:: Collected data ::

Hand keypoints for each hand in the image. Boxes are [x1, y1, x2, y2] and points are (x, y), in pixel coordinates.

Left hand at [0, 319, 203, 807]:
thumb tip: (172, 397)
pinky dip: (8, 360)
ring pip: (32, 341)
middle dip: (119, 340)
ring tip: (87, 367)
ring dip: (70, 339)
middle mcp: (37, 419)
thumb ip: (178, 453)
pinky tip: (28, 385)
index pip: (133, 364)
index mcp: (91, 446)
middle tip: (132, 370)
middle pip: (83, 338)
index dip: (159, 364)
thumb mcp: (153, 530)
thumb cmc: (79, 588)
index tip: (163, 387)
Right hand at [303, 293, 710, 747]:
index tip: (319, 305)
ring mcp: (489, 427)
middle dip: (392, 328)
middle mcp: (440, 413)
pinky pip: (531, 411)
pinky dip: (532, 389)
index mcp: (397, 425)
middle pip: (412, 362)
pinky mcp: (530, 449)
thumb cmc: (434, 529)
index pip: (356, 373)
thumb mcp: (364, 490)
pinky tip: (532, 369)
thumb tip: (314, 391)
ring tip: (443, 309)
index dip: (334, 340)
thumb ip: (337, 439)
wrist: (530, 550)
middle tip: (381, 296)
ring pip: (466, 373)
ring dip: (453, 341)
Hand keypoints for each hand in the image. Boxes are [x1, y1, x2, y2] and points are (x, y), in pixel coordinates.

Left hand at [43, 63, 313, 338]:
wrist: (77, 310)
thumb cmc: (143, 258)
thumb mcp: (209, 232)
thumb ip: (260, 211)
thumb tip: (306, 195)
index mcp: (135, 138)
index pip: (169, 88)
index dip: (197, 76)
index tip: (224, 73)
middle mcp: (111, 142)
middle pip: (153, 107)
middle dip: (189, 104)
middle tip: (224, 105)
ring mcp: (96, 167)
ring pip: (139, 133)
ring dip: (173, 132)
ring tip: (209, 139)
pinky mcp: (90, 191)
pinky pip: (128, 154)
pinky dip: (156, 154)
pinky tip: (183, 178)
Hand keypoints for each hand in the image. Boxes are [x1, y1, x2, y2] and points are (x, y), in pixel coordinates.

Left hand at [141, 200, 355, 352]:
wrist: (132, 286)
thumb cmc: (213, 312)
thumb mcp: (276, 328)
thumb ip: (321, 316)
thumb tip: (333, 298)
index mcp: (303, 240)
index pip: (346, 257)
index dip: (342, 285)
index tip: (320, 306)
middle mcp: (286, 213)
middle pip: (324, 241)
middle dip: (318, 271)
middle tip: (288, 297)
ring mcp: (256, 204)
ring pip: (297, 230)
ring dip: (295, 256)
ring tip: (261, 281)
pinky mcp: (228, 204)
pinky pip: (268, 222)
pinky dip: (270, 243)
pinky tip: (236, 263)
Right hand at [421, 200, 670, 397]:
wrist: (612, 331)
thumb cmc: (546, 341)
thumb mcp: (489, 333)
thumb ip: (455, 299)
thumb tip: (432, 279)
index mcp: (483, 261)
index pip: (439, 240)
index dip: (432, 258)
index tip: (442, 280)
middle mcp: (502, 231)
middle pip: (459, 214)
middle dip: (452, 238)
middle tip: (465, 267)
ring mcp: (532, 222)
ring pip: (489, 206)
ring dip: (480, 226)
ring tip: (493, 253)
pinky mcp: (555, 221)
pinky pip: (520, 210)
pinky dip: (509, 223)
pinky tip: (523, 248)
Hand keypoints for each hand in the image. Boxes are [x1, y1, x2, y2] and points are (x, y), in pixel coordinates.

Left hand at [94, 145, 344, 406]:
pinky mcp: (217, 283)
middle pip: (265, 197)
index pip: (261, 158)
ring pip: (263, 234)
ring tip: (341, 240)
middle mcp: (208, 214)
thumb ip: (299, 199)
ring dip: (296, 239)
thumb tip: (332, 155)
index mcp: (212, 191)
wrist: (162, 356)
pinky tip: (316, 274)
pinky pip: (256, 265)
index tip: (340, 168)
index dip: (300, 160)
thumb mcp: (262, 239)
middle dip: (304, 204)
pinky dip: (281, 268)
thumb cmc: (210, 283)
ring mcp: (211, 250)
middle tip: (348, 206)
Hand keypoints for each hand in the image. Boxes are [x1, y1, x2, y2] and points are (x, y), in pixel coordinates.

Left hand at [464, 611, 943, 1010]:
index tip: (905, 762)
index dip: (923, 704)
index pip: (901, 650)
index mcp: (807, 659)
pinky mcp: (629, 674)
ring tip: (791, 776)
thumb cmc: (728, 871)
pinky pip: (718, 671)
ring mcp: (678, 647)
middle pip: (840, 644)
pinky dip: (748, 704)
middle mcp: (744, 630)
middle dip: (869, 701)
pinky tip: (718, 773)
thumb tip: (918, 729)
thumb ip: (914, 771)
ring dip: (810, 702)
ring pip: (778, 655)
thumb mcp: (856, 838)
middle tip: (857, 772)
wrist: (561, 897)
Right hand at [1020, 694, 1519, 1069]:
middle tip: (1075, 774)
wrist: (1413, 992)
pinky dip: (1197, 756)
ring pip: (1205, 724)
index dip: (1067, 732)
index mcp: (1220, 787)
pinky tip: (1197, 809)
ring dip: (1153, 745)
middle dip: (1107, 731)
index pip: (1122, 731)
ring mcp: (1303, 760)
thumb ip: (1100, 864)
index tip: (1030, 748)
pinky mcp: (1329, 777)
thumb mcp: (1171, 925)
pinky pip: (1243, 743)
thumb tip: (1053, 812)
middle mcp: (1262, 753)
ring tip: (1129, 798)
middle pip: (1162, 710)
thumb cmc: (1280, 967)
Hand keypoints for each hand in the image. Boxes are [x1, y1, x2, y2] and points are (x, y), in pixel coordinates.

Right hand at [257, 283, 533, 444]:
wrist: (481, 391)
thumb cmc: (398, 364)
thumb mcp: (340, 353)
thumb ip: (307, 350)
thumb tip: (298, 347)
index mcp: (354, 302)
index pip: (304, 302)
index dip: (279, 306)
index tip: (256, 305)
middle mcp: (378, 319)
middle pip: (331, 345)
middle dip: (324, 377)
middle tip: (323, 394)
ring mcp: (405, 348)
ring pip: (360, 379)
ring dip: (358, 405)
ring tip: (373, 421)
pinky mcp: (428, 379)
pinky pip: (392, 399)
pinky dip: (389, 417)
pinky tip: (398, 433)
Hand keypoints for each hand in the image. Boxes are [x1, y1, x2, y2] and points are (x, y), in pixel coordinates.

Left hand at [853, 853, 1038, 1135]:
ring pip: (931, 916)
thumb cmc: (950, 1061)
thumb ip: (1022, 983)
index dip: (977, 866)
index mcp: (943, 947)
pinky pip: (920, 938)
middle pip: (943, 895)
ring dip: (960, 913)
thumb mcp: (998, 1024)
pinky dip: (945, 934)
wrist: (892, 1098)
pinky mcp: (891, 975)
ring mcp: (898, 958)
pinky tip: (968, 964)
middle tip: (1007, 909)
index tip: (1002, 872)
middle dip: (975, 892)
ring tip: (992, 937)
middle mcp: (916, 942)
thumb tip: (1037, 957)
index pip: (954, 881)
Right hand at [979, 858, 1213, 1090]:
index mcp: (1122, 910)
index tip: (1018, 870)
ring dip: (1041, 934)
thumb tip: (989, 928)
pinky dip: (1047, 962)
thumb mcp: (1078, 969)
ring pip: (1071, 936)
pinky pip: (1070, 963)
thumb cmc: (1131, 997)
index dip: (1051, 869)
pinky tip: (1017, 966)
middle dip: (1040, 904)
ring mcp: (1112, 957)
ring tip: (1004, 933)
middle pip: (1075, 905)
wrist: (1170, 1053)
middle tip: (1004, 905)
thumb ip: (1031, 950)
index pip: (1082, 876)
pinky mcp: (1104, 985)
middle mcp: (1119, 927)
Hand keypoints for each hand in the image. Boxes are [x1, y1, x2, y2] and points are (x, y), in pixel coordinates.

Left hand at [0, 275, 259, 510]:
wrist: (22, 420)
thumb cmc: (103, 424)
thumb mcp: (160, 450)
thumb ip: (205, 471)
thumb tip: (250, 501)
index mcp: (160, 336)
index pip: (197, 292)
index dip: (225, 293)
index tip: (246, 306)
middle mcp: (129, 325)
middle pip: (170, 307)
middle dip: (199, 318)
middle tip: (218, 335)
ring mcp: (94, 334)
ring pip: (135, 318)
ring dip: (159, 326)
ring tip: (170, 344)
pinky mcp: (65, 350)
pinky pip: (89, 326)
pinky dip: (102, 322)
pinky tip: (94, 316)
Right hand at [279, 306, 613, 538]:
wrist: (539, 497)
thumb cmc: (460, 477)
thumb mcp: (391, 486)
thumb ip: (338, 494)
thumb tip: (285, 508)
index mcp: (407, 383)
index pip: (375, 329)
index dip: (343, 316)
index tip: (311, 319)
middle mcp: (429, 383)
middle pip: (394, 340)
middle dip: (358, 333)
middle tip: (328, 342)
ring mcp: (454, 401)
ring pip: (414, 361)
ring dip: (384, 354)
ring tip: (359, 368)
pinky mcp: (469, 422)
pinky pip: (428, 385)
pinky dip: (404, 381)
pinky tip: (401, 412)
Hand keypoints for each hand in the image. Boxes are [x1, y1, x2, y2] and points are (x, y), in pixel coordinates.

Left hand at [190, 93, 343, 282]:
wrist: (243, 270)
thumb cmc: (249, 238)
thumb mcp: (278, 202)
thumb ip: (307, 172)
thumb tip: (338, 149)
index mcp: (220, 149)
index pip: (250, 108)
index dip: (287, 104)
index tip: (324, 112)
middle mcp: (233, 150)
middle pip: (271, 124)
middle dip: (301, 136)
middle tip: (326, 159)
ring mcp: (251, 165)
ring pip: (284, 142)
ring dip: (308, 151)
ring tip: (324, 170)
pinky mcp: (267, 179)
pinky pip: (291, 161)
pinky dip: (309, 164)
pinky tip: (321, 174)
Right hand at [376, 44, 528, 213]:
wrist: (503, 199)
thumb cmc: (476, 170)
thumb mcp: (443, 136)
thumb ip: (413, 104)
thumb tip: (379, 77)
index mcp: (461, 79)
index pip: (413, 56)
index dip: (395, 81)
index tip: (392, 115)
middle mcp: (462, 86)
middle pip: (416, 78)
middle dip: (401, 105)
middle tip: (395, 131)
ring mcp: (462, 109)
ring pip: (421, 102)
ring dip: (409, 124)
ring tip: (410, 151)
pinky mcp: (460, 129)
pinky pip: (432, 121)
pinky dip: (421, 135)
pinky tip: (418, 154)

:: PROBLEM TO SOLVE ::
The reply should hold only the lines from the top of the records through the line that has "middle pip: (153, 107)", each one exact.

:: OUTPUT FOR THIS EXERCISE ::
Hand keypoints for each hand in the image. Boxes are [x1, y1, x2, y2] and points are (x, y), in pixel coordinates.

Left hand at [0, 319, 203, 807]:
thumb tip: (172, 397)
pinky dip: (8, 360)
ring pip: (32, 341)
middle dip: (119, 340)
ring tip: (87, 367)
ring dip: (70, 339)
middle mcp: (37, 419)
thumb ip: (178, 453)
pinky tip: (28, 385)
index pip: (133, 364)
index mcp: (91, 446)
middle tip: (132, 370)
middle pip: (83, 338)
index dip: (159, 364)
thumb mcp: (153, 530)
thumb cmc: (79, 588)
index tip: (163, 387)
Right hand at [303, 293, 710, 747]:
index tip: (319, 305)
ring mcp: (489, 427)
middle dip: (392, 328)
middle mcp: (440, 413)
pinky pip: (531, 411)
pinky dip: (532, 389)
index mcp: (397, 425)
middle pip: (412, 362)
pinky mcp: (530, 449)
thumb cmc: (434, 529)
index pip: (356, 373)
thumb mcp: (364, 490)
pinky tip: (532, 369)
thumb tip: (314, 391)
ring tip: (443, 309)
index dip: (334, 340)
thumb ip: (337, 439)
wrist: (530, 550)
middle tip: (381, 296)
ring pip: (466, 373)
ring dip: (453, 341)
Hand keypoints for each hand in the image. Boxes are [x1, y1, x2, y2] and points are (x, y), in pixel coordinates.

Left hand at [43, 63, 313, 338]:
wrist: (77, 310)
thumb cmc: (143, 258)
thumb mcp: (209, 232)
thumb ip: (260, 211)
thumb tip: (306, 195)
index mcp: (135, 138)
index pip: (169, 88)
index dip: (197, 76)
index tip: (224, 73)
middle mcp: (111, 142)
middle pip: (153, 107)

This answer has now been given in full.